Instructions for the task> Your answer should be every line from the records that contains "numbered".

(Stored data)
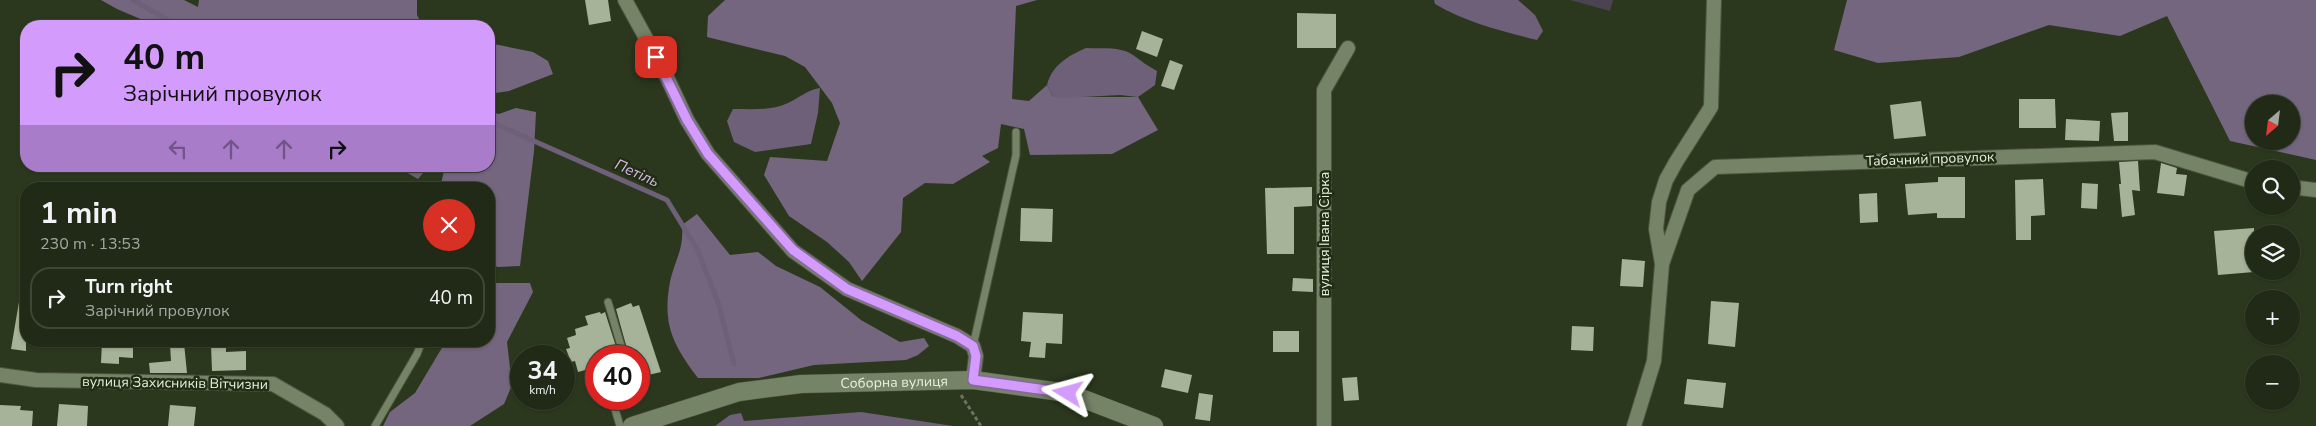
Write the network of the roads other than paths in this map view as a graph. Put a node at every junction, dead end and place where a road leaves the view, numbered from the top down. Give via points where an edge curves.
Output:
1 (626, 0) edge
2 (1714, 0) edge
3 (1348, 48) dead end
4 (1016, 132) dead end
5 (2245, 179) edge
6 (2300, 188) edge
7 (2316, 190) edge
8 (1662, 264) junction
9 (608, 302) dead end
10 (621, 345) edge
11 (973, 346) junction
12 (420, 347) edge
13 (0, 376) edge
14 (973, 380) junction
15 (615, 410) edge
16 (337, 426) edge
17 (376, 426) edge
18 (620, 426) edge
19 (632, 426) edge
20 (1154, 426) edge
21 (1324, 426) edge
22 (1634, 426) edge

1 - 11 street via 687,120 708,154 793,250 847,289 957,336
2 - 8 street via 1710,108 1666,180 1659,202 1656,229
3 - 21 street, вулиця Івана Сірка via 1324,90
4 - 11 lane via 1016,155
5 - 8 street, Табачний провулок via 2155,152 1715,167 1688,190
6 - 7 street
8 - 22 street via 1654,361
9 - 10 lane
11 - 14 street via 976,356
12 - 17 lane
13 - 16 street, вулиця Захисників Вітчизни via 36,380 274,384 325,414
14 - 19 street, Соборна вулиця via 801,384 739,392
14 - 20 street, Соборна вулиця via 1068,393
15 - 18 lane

--

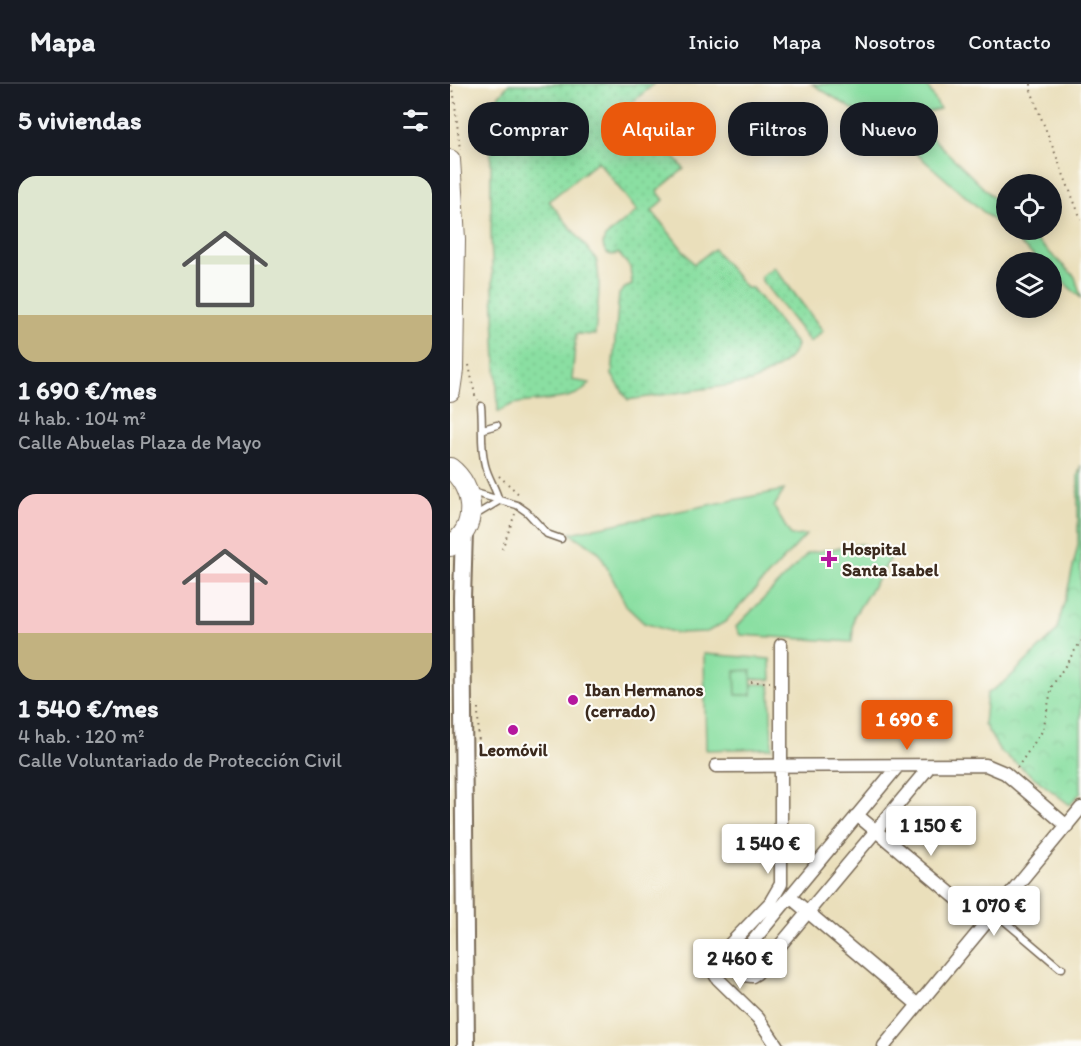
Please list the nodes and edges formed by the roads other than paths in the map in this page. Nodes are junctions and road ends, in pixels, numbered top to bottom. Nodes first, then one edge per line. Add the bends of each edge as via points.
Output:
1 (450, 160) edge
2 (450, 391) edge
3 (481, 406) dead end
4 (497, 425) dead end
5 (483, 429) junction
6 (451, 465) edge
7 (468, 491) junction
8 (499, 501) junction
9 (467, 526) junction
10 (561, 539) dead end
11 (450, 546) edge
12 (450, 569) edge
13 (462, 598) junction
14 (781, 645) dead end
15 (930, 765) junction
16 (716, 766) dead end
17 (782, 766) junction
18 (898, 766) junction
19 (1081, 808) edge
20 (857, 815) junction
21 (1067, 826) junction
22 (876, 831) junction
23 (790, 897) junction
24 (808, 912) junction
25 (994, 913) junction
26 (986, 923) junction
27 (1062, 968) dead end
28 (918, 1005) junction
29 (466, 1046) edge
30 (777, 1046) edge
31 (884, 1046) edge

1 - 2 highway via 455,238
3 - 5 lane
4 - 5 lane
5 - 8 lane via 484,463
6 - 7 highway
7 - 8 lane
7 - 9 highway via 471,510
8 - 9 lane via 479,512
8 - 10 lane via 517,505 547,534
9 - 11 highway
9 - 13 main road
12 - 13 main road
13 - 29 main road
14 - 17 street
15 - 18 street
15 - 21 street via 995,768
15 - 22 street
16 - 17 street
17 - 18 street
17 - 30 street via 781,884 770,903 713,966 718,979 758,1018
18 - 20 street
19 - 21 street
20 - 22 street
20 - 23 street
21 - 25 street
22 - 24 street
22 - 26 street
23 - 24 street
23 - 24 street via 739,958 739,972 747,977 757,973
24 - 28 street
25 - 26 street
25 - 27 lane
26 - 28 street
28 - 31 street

Task response>
Write the network of the roads other than paths in this map view as a graph. Put a node at every junction, dead end and place where a road leaves the view, numbered from the top down. Give via points where an edge curves.
Please list the nodes and edges formed by the roads other than paths in the map in this page. Nodes are junctions and road ends, in pixels, numbered top to bottom. Nodes first, then one edge per line. Add the bends of each edge as via points.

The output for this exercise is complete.